I seemed to hear the voice of Sacrapant saying: “The firm is wonderful, Mr. Charlock, sir. When I could not find anyone for my wife’s womb the firm found me someone.”
The telephone rang squeakily. “It’s for you” said Vibart. I recognised the voice of Jocas, distant and crackly. “Felix I forgot. I have a message for you to give your friend Koepgen in Athens. He i
s your friend, isn’t he?”
“Yes. I didn’t know you knew him.”
“I don’t personally. But when you see him will you tell him that we have located the ikon he has been hunting for?”
“The ikon?”
“Yes.
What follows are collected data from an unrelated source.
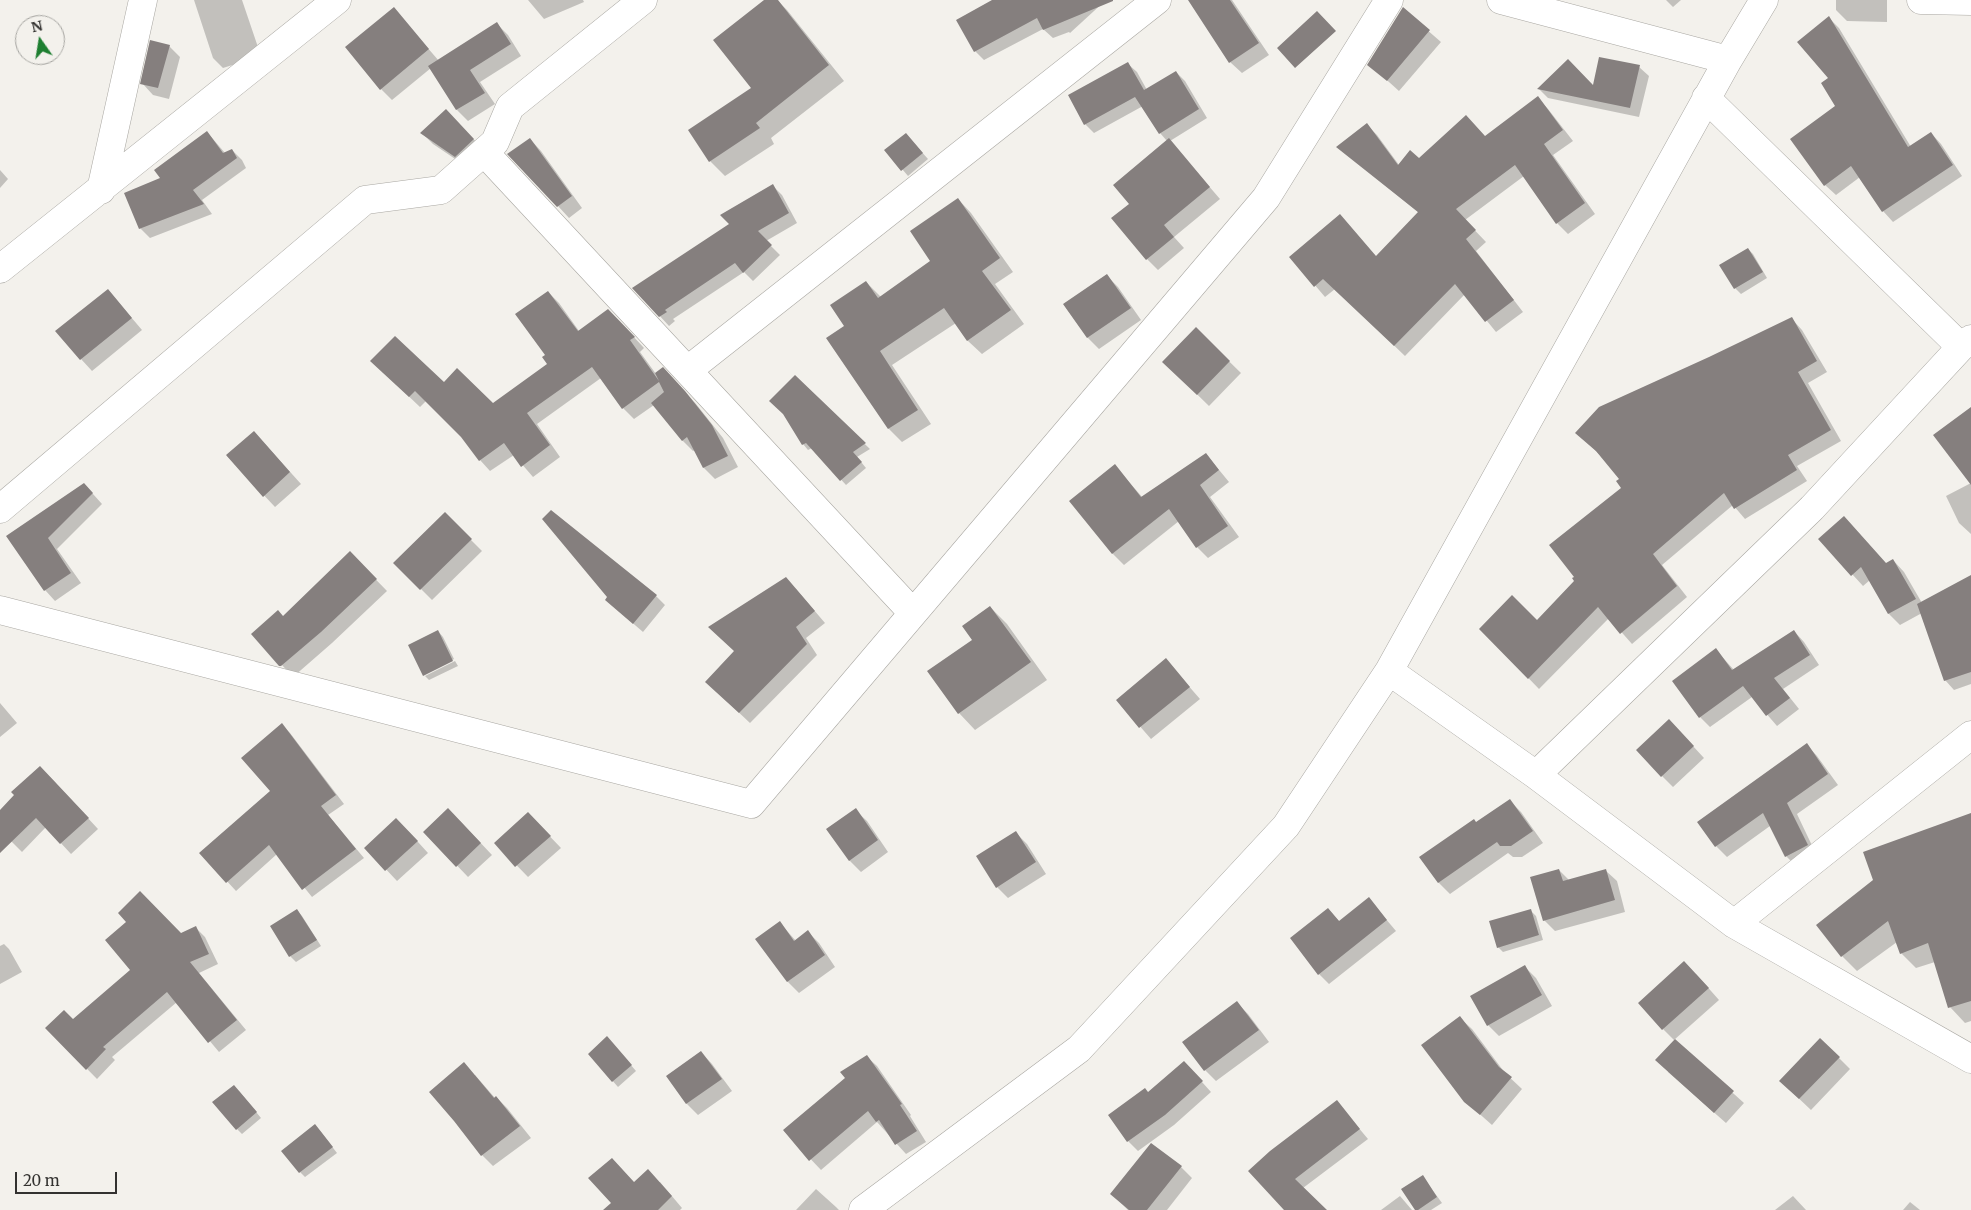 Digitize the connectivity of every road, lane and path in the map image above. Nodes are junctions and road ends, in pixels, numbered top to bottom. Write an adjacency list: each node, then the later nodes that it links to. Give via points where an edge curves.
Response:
1 (143, 0): 13 (street)
2 (337, 0): 13 (street)
3 (643, 0): 12 (street, via 510,107 495,142)
4 (1157, 0): 16 (street)
5 (1388, 0): 19 (street, via 1266,198)
6 (1501, 0): 10 (street)
7 (1764, 0): 10 (street)
8 (1921, 0): 9 (street)
9 (1971, 1)
10 (1728, 60): 11 (street)
11 (1706, 98): 15 (street); 20 (street)
12 (484, 152): 16 (street); 17 (street, via 441,190 365,200)
13 (101, 190): 14 (street)
14 (0, 269)
15 (1966, 343): 22 (street, via 1812,508)
16 (688, 370): 19 (street)
17 (0, 509)
18 (0, 610): 19 (street, via 751,804)
19 (913, 613)
20 (1389, 671): 22 (street); 25 (street, via 1286,826 1078,1049)
21 (1971, 736): 23 (street)
22 (1536, 775): 23 (street)
23 (1734, 924): 24 (street)
24 (1971, 1059)
25 (863, 1210) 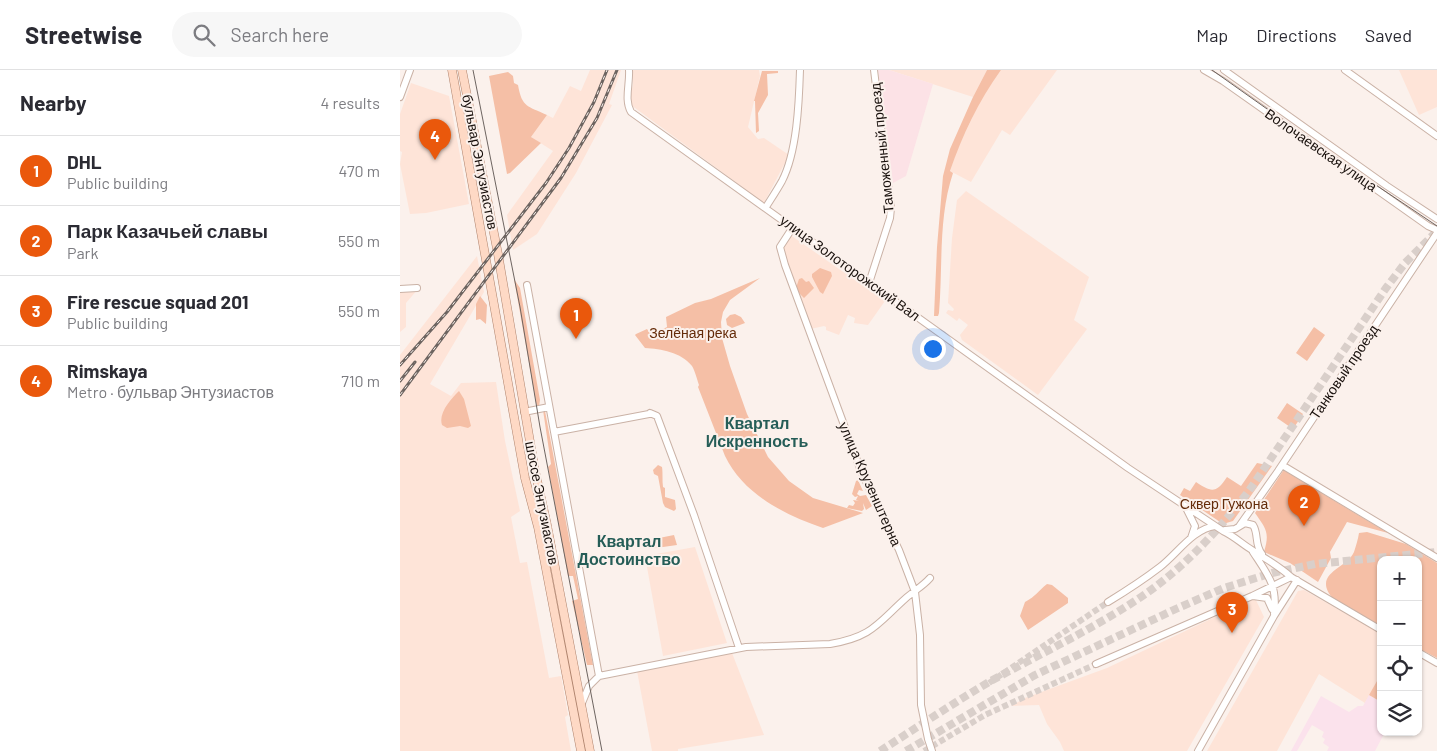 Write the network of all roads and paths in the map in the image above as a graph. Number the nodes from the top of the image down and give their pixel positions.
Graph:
1 (410, 70) edge
2 (452, 70) edge
3 (462, 70) edge
4 (629, 70) edge
5 (800, 70) edge
6 (874, 70) edge
7 (1204, 70) edge
8 (1224, 70) edge
9 (1345, 70) edge
10 (405, 72) edge
11 (400, 97) edge
12 (1437, 136) edge
13 (766, 207) junction
14 (1437, 219) edge
15 (793, 227) junction
16 (1437, 232) edge
17 (498, 254) joint
18 (489, 267) joint
19 (868, 283) junction
20 (527, 285) dead end
21 (417, 288) dead end
22 (400, 289) edge
23 (549, 407) junction
24 (524, 412) junction
25 (554, 432) junction
26 (1282, 465) junction
27 (1184, 505) junction
28 (1251, 511) junction
29 (1239, 525) junction
30 (1252, 525) junction
31 (1215, 526) junction
32 (1223, 530) junction
33 (1255, 538) junction
34 (1189, 541) junction
35 (1239, 541) junction
36 (1252, 550) junction
37 (1264, 557) junction
38 (1437, 558) edge
39 (930, 578) dead end
40 (1294, 578) junction
41 (1273, 586) junction
42 (915, 592) junction
43 (1252, 596) junction
44 (1108, 602) tunnel mouth
45 (1273, 618) junction
46 (1377, 628) edge
47 (739, 648) junction
48 (1422, 654) edge
49 (1437, 663) edge
50 (1096, 664) tunnel mouth
51 (599, 676) junction
52 (581, 704) junction
53 (579, 738) junction
54 (590, 749) edge
55 (576, 751) edge
56 (581, 751) edge
57 (932, 751) edge
58 (1198, 751) edge

1 - 10 street
2 - 18 main road, бульвар Энтузиастов
3 - 17 main road, бульвар Энтузиастов
4 - 13 street, улица Золоторожский Вал
5 - 13 street
6 - 19 street, Таможенный проезд
7 - 16 street, Волочаевская улица
8 - 14 street, Волочаевская улица
9 - 12 street
10 - 11 street
13 - 15 street, улица Золоторожский Вал
15 - 19 street, улица Золоторожский Вал
15 - 42 street, улица Крузенштерна
16 - 26 street, Танковый проезд
17 - 24 main road, шоссе Энтузиастов
18 - 53 main road, шоссе Энтузиастов
19 - 27 street, улица Золоторожский Вал
20 - 23 street
21 - 22 street
23 - 24 street
23 - 25 street
24 - 52 main road, шоссе Энтузиастов
25 - 47 street
25 - 51 street
26 - 28 street, Танковый проезд
26 - 38 street
27 - 31 street, улица Золоторожский Вал
27 - 34 street
28 - 29 street, Танковый проезд
28 - 30 street
29 - 30 street
29 - 32 street
29 - 35 street
30 - 33 street
31 - 32 street, улица Золоторожский Вал
31 - 34 street
32 - 35 street, улица Золоторожский Вал
33 - 35 street
33 - 37 street
34 - 44 street
35 - 36 street, улица Золоторожский Вал
36 - 37 street
36 - 41 street
37 - 40 street
39 - 42 street
40 - 41 street
40 - 45 street
40 - 46 street
41 - 43 street
41 - 45 street
42 - 47 street
42 - 57 street, улица Крузенштерна
43 - 45 street
43 - 50 street
45 - 58 street
47 - 51 street
48 - 49 street
51 - 52 street
52 - 54 main road, шоссе Энтузиастов
53 - 55 main road
53 - 56 main road, шоссе Энтузиастов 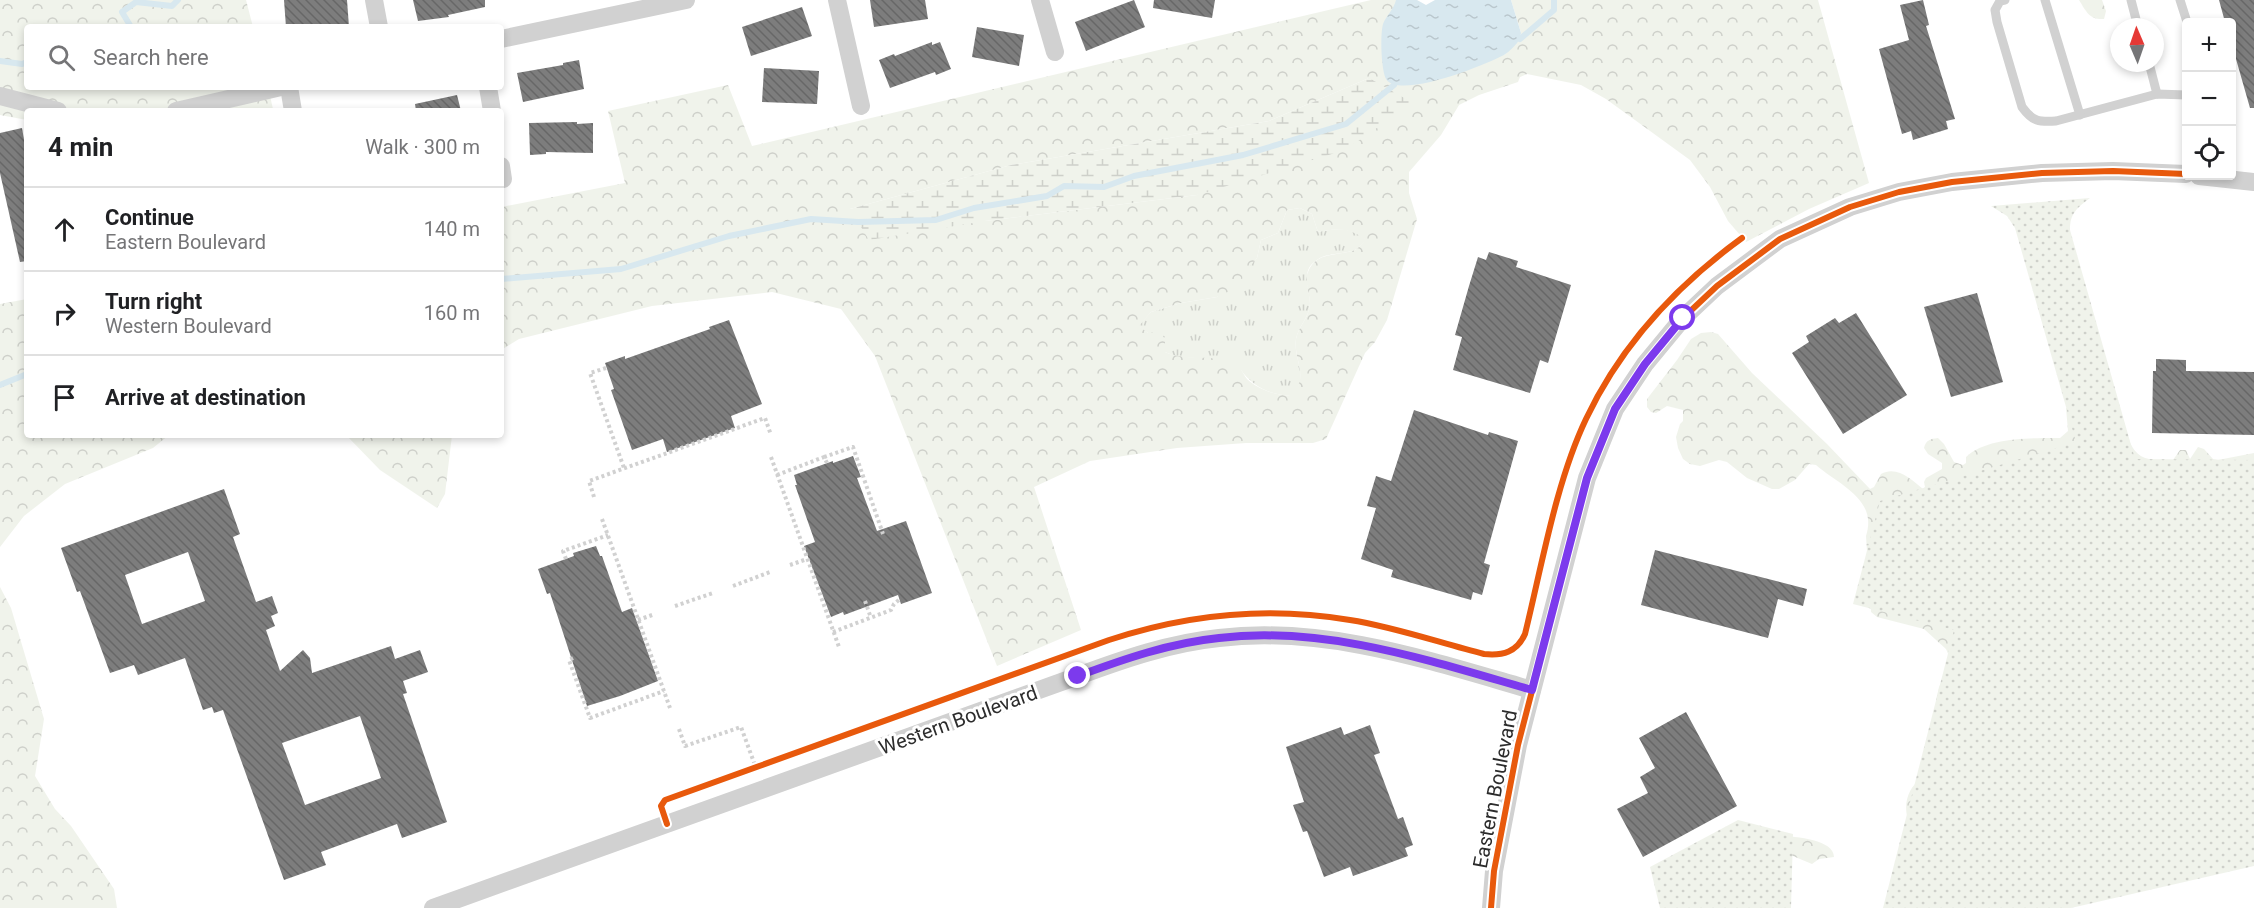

We know the monastery now.”
“I’ll make a note of it.”
“Thank you very much Felix.”
I drew a deep breath and said: “Jocas, I have just signed the articles of association.”
“I knew it” he said. “I felt it. I was sure.”
Vibart sat sipping his drink and staring at me. “I think” he said “you need cheering up. I shall invite you to dine with me and hear all the details of my literary career. It’s really moving forward. And by the way, I have found a good French tavern. You know the French will eat anything and everything? If the sky rained corpses’ legs they would become cannibals without a second thought. Moreover it would be doubly enjoyable because it was all free. Will you?”
“Very well. But I must first take these down to the firm and draw some money.”